ZHANG Hai*, WANG Shenghan, GUO Xiao
(School of Mathematics, Northwest University, Xi′an 710127, Shaanxi, China)
Abstract:
The region structure learning of haze pollution is studied by using the complex network analysis method. The PM2.5 data of each hour from 2015 to 2018 in 363 cities of China are collected. Then the change of concentration of PM2.5 in those cities in the recent four years is analyzed. Based on the complex graphical model method, the change of hubs and structure of the haze pollution network among the 363 cities is studied. The results show that: after the haze governance, the effect of nationwide haze control has been significantly improved, but the haze control effect in Beijing and northeast China is better than that in northwest China.
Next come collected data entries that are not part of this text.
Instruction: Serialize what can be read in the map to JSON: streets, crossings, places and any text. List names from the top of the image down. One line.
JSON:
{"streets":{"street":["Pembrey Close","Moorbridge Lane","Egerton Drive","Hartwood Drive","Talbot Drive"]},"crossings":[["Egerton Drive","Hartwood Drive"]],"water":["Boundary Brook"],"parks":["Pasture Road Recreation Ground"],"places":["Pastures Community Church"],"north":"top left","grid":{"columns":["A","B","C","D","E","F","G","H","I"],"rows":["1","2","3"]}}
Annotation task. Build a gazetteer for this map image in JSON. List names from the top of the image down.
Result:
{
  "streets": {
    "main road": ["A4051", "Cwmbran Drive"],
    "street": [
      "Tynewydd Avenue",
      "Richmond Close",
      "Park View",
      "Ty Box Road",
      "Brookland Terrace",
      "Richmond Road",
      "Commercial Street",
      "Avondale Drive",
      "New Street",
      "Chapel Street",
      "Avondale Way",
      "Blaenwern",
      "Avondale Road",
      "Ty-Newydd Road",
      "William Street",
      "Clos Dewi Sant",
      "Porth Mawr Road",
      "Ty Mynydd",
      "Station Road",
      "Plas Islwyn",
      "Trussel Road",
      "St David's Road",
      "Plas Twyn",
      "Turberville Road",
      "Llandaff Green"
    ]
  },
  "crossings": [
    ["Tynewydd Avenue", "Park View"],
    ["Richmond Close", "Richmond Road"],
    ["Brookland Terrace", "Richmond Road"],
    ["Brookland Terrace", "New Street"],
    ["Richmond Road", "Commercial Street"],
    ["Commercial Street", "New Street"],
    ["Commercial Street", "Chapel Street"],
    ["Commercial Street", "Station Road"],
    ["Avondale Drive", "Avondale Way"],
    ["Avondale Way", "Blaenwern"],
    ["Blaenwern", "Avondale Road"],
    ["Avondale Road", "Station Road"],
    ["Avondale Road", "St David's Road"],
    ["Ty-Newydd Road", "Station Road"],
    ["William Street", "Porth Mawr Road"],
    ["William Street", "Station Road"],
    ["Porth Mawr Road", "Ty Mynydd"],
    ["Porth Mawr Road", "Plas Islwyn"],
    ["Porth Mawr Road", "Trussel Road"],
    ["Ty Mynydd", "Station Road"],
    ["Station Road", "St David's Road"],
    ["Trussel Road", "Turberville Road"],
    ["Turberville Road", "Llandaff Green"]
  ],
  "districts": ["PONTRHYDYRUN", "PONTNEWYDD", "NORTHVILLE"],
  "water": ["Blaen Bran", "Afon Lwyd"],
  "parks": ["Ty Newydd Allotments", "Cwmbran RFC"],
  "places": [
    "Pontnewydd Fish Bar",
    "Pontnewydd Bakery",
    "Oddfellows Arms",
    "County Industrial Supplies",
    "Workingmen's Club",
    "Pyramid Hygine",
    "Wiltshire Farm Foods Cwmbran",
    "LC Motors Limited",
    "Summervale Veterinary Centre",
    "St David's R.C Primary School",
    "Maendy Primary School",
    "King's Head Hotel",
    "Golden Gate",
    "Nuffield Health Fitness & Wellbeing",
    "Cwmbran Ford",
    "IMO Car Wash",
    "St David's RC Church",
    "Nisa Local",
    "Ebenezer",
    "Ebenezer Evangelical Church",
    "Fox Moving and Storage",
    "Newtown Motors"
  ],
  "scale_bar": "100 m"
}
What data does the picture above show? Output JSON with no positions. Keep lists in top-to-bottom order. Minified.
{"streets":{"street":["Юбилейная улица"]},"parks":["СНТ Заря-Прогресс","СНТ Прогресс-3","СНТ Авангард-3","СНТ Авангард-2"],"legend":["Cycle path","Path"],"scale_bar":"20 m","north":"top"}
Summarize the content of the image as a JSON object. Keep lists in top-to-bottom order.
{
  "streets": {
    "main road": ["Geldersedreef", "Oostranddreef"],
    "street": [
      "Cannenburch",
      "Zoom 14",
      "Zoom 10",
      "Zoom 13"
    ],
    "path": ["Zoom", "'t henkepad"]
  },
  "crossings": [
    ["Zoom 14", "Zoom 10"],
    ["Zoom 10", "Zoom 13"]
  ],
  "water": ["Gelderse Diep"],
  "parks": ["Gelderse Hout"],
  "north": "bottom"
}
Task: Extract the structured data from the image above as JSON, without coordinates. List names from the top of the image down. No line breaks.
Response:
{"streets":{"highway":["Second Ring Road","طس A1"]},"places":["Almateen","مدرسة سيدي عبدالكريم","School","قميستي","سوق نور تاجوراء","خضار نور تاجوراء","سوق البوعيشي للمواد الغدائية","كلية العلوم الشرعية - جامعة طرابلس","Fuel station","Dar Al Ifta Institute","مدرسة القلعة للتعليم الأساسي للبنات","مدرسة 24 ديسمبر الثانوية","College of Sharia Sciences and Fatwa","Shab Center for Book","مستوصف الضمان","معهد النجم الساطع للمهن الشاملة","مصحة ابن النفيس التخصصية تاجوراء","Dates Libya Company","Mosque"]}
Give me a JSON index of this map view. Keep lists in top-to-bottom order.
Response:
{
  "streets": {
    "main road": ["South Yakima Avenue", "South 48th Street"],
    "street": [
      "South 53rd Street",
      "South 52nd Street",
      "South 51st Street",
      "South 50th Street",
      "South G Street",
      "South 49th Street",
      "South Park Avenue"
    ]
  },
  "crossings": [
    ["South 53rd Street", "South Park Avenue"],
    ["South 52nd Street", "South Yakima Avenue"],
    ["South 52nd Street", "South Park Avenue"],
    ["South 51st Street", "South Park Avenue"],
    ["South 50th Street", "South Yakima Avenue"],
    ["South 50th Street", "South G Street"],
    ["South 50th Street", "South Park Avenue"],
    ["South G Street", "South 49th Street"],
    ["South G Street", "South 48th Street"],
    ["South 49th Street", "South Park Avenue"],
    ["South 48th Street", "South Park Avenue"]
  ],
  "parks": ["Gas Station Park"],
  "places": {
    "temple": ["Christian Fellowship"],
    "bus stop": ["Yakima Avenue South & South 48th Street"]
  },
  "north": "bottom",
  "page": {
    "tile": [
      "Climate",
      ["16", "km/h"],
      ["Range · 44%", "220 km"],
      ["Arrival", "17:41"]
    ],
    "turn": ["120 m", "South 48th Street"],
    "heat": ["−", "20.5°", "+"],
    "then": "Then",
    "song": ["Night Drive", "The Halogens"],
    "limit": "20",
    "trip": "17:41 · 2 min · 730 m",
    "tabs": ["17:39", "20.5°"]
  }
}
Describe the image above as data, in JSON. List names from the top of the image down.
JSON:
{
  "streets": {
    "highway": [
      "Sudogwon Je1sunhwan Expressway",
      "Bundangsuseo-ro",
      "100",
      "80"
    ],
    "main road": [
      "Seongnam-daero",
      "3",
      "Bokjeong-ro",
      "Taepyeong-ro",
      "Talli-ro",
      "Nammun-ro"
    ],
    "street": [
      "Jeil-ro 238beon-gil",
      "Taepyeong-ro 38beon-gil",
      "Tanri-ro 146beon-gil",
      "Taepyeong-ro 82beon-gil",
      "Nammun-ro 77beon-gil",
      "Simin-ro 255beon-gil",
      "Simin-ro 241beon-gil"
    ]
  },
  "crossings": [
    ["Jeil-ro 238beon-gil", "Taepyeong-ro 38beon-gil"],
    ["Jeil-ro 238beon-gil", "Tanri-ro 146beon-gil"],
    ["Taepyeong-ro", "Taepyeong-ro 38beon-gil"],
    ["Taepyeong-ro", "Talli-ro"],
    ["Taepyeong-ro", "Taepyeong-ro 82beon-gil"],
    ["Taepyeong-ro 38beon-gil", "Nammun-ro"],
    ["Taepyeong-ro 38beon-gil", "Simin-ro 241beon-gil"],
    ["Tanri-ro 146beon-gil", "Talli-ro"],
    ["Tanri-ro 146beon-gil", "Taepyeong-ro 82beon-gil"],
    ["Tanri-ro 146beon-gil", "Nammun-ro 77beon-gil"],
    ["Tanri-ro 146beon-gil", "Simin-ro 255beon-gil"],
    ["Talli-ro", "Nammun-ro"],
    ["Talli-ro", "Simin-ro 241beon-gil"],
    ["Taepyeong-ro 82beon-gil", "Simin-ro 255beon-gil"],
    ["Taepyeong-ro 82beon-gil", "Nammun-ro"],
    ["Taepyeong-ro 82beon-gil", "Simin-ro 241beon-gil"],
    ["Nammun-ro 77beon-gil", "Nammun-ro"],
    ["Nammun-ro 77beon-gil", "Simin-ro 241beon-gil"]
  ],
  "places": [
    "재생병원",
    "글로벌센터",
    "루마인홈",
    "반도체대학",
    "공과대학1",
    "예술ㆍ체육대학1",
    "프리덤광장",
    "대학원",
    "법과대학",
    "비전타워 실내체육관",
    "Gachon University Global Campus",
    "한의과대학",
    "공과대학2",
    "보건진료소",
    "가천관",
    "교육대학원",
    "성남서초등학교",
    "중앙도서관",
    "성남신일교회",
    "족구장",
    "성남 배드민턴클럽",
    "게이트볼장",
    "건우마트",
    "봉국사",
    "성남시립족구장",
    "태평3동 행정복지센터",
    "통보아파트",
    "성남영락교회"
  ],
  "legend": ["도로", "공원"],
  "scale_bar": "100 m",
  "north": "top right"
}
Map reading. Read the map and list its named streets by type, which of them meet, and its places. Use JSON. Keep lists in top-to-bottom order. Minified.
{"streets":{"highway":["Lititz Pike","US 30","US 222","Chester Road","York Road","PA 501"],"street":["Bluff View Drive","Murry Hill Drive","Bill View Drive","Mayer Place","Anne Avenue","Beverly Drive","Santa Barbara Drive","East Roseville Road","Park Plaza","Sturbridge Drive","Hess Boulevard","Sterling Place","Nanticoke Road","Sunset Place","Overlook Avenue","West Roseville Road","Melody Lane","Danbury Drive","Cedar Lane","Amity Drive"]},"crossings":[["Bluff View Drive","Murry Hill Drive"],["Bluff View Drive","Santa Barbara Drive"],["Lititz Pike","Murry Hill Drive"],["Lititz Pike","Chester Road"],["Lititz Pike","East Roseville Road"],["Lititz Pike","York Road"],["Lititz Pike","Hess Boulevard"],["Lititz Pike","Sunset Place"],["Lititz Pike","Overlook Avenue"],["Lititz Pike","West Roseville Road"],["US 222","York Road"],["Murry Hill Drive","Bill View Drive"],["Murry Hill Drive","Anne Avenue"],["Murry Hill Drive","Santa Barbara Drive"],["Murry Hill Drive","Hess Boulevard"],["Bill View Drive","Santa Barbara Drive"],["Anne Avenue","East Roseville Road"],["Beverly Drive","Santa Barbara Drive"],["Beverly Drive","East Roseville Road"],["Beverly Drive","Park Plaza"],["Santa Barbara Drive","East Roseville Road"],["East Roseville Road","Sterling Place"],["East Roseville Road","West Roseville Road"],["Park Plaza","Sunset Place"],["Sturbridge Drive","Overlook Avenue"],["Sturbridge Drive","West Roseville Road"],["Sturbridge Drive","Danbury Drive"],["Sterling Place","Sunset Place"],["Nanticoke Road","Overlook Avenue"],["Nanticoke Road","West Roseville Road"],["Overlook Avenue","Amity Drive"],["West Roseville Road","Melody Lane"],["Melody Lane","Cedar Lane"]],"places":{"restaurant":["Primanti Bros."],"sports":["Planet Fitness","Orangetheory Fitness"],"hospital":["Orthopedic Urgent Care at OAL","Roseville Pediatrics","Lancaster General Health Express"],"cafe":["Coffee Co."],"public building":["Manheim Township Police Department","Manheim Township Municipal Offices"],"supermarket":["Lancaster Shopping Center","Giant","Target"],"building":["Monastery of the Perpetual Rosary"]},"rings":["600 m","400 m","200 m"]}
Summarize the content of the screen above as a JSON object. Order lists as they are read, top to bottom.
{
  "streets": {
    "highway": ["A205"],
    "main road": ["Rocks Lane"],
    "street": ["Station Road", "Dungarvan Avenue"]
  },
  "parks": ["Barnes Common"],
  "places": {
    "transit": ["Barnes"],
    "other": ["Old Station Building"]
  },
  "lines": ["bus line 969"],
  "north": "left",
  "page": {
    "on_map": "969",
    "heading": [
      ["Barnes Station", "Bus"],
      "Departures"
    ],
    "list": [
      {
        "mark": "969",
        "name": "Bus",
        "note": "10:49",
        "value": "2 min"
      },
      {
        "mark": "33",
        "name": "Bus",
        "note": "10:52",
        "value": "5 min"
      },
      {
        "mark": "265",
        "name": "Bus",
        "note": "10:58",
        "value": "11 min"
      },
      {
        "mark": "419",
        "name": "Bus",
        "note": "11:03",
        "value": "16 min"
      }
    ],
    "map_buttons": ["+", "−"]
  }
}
Haze control needs to focus on the central cities and the regions that they locate in; to carry out haze governance, we should not only consider the differences among different communities, but also cooperate with each other within the same community to achieve better haze governance results.
KeyWords:
haze pollution; community structure; big data analysis; complex network modeling; PM2.5 自1978年以来,中国经济保持了三十多年的高速增长。中国的发电量2017年达到25万亿千瓦,随着能源规模的不断扩大,伴随而来的是2013年以来的雾霾天气频发,其不仅对全国人民的生活、健康、出行产生了极大的危害,同时对中国的经济增长质量和国家形象均产生了负面的影响。因此,开展雾霾治理,制定科学合理的雾霾治理政策,对于实现“绿水青山”的现代化中国有着重要的意义。